Top of DATA PROVIDED

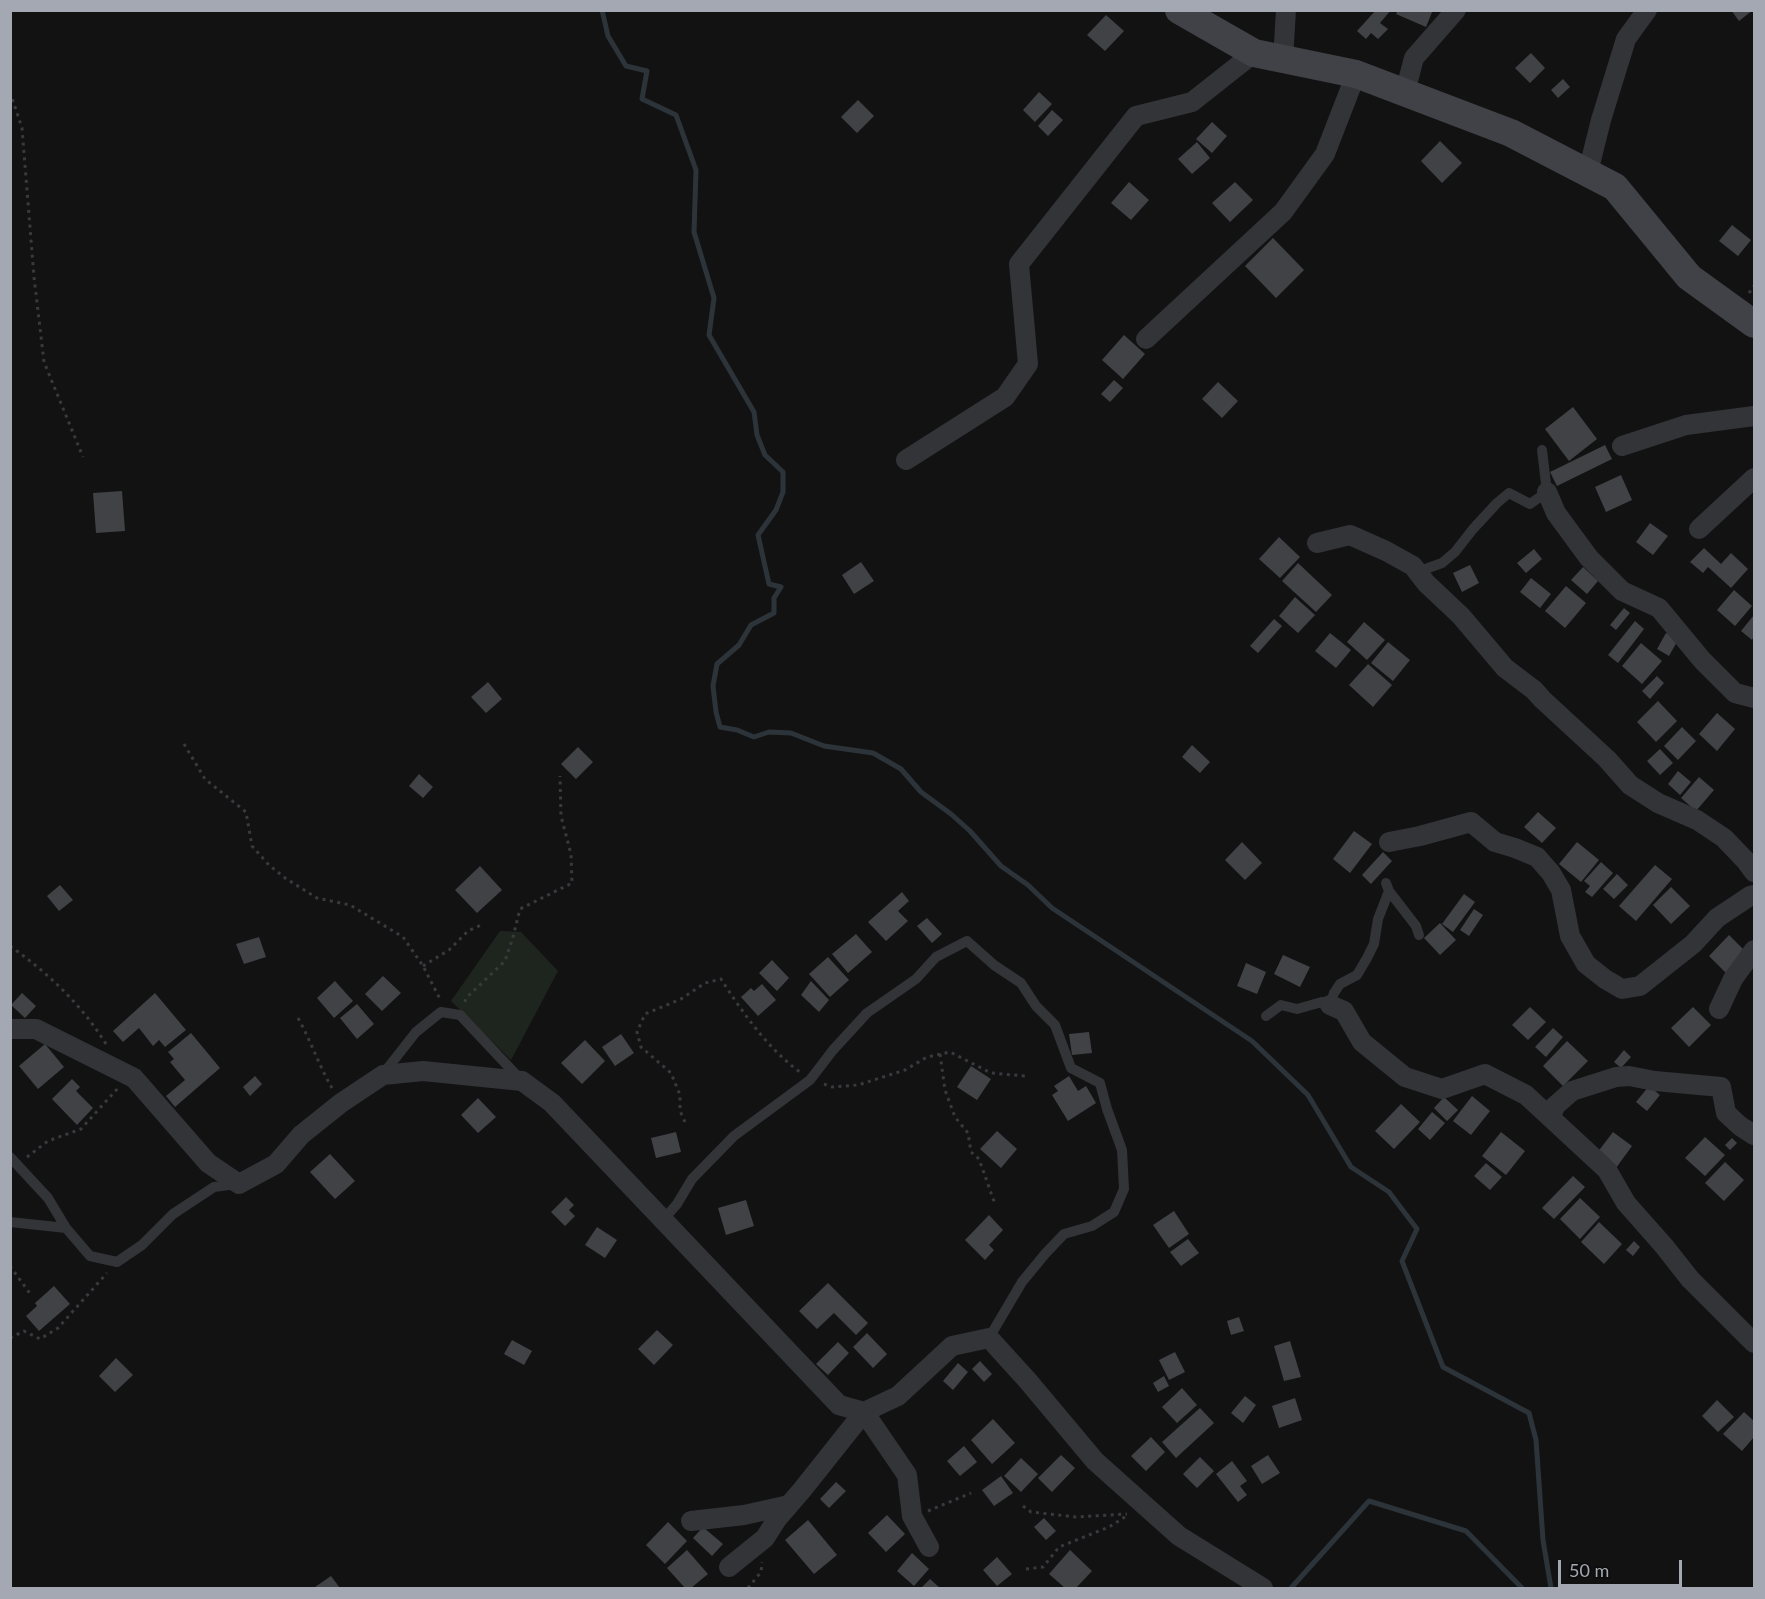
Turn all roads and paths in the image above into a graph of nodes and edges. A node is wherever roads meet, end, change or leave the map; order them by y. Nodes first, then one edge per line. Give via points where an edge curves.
1 (1179, 10) edge
2 (1286, 10) edge
3 (1456, 10) edge
4 (1647, 10) edge
5 (1254, 53) junction
6 (1283, 59) junction
7 (1356, 75) junction
8 (10, 92) edge
9 (1405, 92) junction
10 (1588, 172) junction
11 (1755, 324) edge
12 (1146, 339) dead end
13 (1755, 416) edge
14 (1622, 446) dead end
15 (1542, 450) dead end
16 (83, 457) dead end
17 (906, 460) dead end
18 (1755, 478) edge
19 (1546, 492) junction
20 (1699, 528) dead end
21 (1317, 543) dead end
22 (1417, 572) junction
23 (1755, 698) edge
24 (184, 744) dead end
25 (560, 776) dead end
26 (1389, 842) dead end
27 (1755, 873) edge
28 (1755, 895) edge
29 (481, 925) dead end
30 (1419, 934) dead end
31 (10, 946) edge
32 (1755, 950) edge
33 (423, 966) junction
34 (1330, 1005) junction
35 (1719, 1009) dead end
36 (447, 1013) junction
37 (460, 1015) junction
38 (1266, 1016) dead end
39 (298, 1018) dead end
40 (10, 1029) edge
41 (107, 1045) dead end
42 (940, 1054) junction
43 (383, 1075) junction
44 (129, 1076) junction
45 (1025, 1076) dead end
46 (810, 1080) junction
47 (522, 1081) junction
48 (340, 1102) junction
49 (1551, 1117) junction
50 (685, 1122) dead end
51 (1755, 1135) edge
52 (14, 1160) edge
53 (239, 1184) junction
54 (995, 1204) dead end
55 (664, 1220) junction
56 (10, 1222) edge
57 (66, 1228) junction
58 (117, 1262) junction
59 (10, 1266) edge
60 (31, 1295) dead end
61 (10, 1338) edge
62 (989, 1338) junction
63 (1755, 1343) edge
64 (864, 1412) junction
65 (971, 1493) dead end
66 (789, 1505) junction
67 (1023, 1506) dead end
68 (912, 1516) junction
69 (691, 1521) dead end
70 (929, 1547) dead end
71 (729, 1567) dead end
72 (1026, 1569) dead end
73 (1263, 1588) edge

1 - 5 street
2 - 6 street
3 - 9 street via 1414,58
4 - 10 street via 1626,39
5 - 6 street
5 - 17 street via 1192,102 1136,116 1019,264 1028,364 1005,397
6 - 7 street
7 - 9 street
7 - 12 street via 1324,154 1283,212
8 - 16 path via 21,128 44,362
9 - 10 street via 1512,133
10 - 11 street via 1615,187 1689,277
13 - 14 street via 1686,425
15 - 19 lane
18 - 20 street
19 - 22 lane via 1530,504 1509,493 1455,552 1442,563
19 - 23 street via 1556,513 1589,558 1622,591 1659,608 1735,693
21 - 22 street via 1350,535 1386,551
22 - 27 street via 1505,668 1534,690 1630,785 1724,838
24 - 33 path via 205,779 246,812 252,846 269,865 317,898 350,905 403,937
25 - 37 path via 561,816 571,854 572,883 520,909 505,961 466,998
26 - 28 street via 1471,822 1495,842 1537,857 1561,891 1570,936 1586,964 1622,989 1640,986 1693,944 1717,918
29 - 33 path
30 - 34 lane via 1387,887 1374,944 1357,975 1340,984
31 - 41 path via 71,997
32 - 35 street via 1733,979
33 - 36 path
34 - 38 lane via 1322,1002 1297,1009 1281,1005
34 - 49 street via 1344,1011 1362,1042 1406,1077 1442,1089 1485,1074 1521,1092
36 - 37 lane
36 - 43 lane via 441,1012 416,1032
37 - 47 lane
39 - 48 path
40 - 44 street via 36,1029
42 - 45 path via 951,1052 991,1073
42 - 46 path via 858,1085 832,1087
42 - 54 path via 945,1090 955,1116 968,1133 971,1152 979,1159
43 - 47 street via 423,1071
43 - 48 street
44 - 52 path via 81,1129
44 - 53 street via 208,1163
46 - 50 path via 786,1062 756,1029 721,979 705,983 681,999 645,1014 637,1032 641,1047 671,1073
46 - 55 lane via 734,1136 692,1179
46 - 62 lane via 867,1013 916,980 936,957 967,941 1021,983 1055,1025 1071,1068 1100,1083 1122,1149 1124,1189 1114,1212 1092,1226 1064,1234 1022,1281
47 - 55 street via 552,1103
48 - 53 street via 301,1135 276,1164
49 - 51 street via 1555,1106 1572,1091 1629,1076 1721,1087 1726,1113
49 - 63 street via 1607,1170 1626,1203 1690,1279
52 - 57 lane via 48,1198
53 - 58 lane via 214,1187 173,1214 142,1245
55 - 64 street via 839,1405
56 - 57 lane
57 - 58 lane via 90,1256
58 - 61 path via 58,1328 40,1340 24,1331
59 - 60 path
62 - 64 street via 952,1346 898,1396
62 - 73 street via 1095,1461 1179,1536
64 - 66 street
64 - 68 street via 907,1474
65 - 68 path
66 - 69 street
66 - 71 street via 765,1538
67 - 72 path via 1031,1512 1068,1516 1130,1514 1059,1547 1043,1567
68 - 70 street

Bottom of DATA PROVIDED

▶ [TASK BRIEF] Without the pictures, give every line above again exactly.

▶ [SOLUTION]
Turn all roads and paths in the image above into a graph of nodes and edges. A node is wherever roads meet, end, change or leave the map; order them by y. Nodes first, then one edge per line. Give via points where an edge curves.
1 (1179, 10) edge
2 (1286, 10) edge
3 (1456, 10) edge
4 (1647, 10) edge
5 (1254, 53) junction
6 (1283, 59) junction
7 (1356, 75) junction
8 (10, 92) edge
9 (1405, 92) junction
10 (1588, 172) junction
11 (1755, 324) edge
12 (1146, 339) dead end
13 (1755, 416) edge
14 (1622, 446) dead end
15 (1542, 450) dead end
16 (83, 457) dead end
17 (906, 460) dead end
18 (1755, 478) edge
19 (1546, 492) junction
20 (1699, 528) dead end
21 (1317, 543) dead end
22 (1417, 572) junction
23 (1755, 698) edge
24 (184, 744) dead end
25 (560, 776) dead end
26 (1389, 842) dead end
27 (1755, 873) edge
28 (1755, 895) edge
29 (481, 925) dead end
30 (1419, 934) dead end
31 (10, 946) edge
32 (1755, 950) edge
33 (423, 966) junction
34 (1330, 1005) junction
35 (1719, 1009) dead end
36 (447, 1013) junction
37 (460, 1015) junction
38 (1266, 1016) dead end
39 (298, 1018) dead end
40 (10, 1029) edge
41 (107, 1045) dead end
42 (940, 1054) junction
43 (383, 1075) junction
44 (129, 1076) junction
45 (1025, 1076) dead end
46 (810, 1080) junction
47 (522, 1081) junction
48 (340, 1102) junction
49 (1551, 1117) junction
50 (685, 1122) dead end
51 (1755, 1135) edge
52 (14, 1160) edge
53 (239, 1184) junction
54 (995, 1204) dead end
55 (664, 1220) junction
56 (10, 1222) edge
57 (66, 1228) junction
58 (117, 1262) junction
59 (10, 1266) edge
60 (31, 1295) dead end
61 (10, 1338) edge
62 (989, 1338) junction
63 (1755, 1343) edge
64 (864, 1412) junction
65 (971, 1493) dead end
66 (789, 1505) junction
67 (1023, 1506) dead end
68 (912, 1516) junction
69 (691, 1521) dead end
70 (929, 1547) dead end
71 (729, 1567) dead end
72 (1026, 1569) dead end
73 (1263, 1588) edge

1 - 5 street
2 - 6 street
3 - 9 street via 1414,58
4 - 10 street via 1626,39
5 - 6 street
5 - 17 street via 1192,102 1136,116 1019,264 1028,364 1005,397
6 - 7 street
7 - 9 street
7 - 12 street via 1324,154 1283,212
8 - 16 path via 21,128 44,362
9 - 10 street via 1512,133
10 - 11 street via 1615,187 1689,277
13 - 14 street via 1686,425
15 - 19 lane
18 - 20 street
19 - 22 lane via 1530,504 1509,493 1455,552 1442,563
19 - 23 street via 1556,513 1589,558 1622,591 1659,608 1735,693
21 - 22 street via 1350,535 1386,551
22 - 27 street via 1505,668 1534,690 1630,785 1724,838
24 - 33 path via 205,779 246,812 252,846 269,865 317,898 350,905 403,937
25 - 37 path via 561,816 571,854 572,883 520,909 505,961 466,998
26 - 28 street via 1471,822 1495,842 1537,857 1561,891 1570,936 1586,964 1622,989 1640,986 1693,944 1717,918
29 - 33 path
30 - 34 lane via 1387,887 1374,944 1357,975 1340,984
31 - 41 path via 71,997
32 - 35 street via 1733,979
33 - 36 path
34 - 38 lane via 1322,1002 1297,1009 1281,1005
34 - 49 street via 1344,1011 1362,1042 1406,1077 1442,1089 1485,1074 1521,1092
36 - 37 lane
36 - 43 lane via 441,1012 416,1032
37 - 47 lane
39 - 48 path
40 - 44 street via 36,1029
42 - 45 path via 951,1052 991,1073
42 - 46 path via 858,1085 832,1087
42 - 54 path via 945,1090 955,1116 968,1133 971,1152 979,1159
43 - 47 street via 423,1071
43 - 48 street
44 - 52 path via 81,1129
44 - 53 street via 208,1163
46 - 50 path via 786,1062 756,1029 721,979 705,983 681,999 645,1014 637,1032 641,1047 671,1073
46 - 55 lane via 734,1136 692,1179
46 - 62 lane via 867,1013 916,980 936,957 967,941 1021,983 1055,1025 1071,1068 1100,1083 1122,1149 1124,1189 1114,1212 1092,1226 1064,1234 1022,1281
47 - 55 street via 552,1103
48 - 53 street via 301,1135 276,1164
49 - 51 street via 1555,1106 1572,1091 1629,1076 1721,1087 1726,1113
49 - 63 street via 1607,1170 1626,1203 1690,1279
52 - 57 lane via 48,1198
53 - 58 lane via 214,1187 173,1214 142,1245
55 - 64 street via 839,1405
56 - 57 lane
57 - 58 lane via 90,1256
58 - 61 path via 58,1328 40,1340 24,1331
59 - 60 path
62 - 64 street via 952,1346 898,1396
62 - 73 street via 1095,1461 1179,1536
64 - 66 street
64 - 68 street via 907,1474
65 - 68 path
66 - 69 street
66 - 71 street via 765,1538
67 - 72 path via 1031,1512 1068,1516 1130,1514 1059,1547 1043,1567
68 - 70 street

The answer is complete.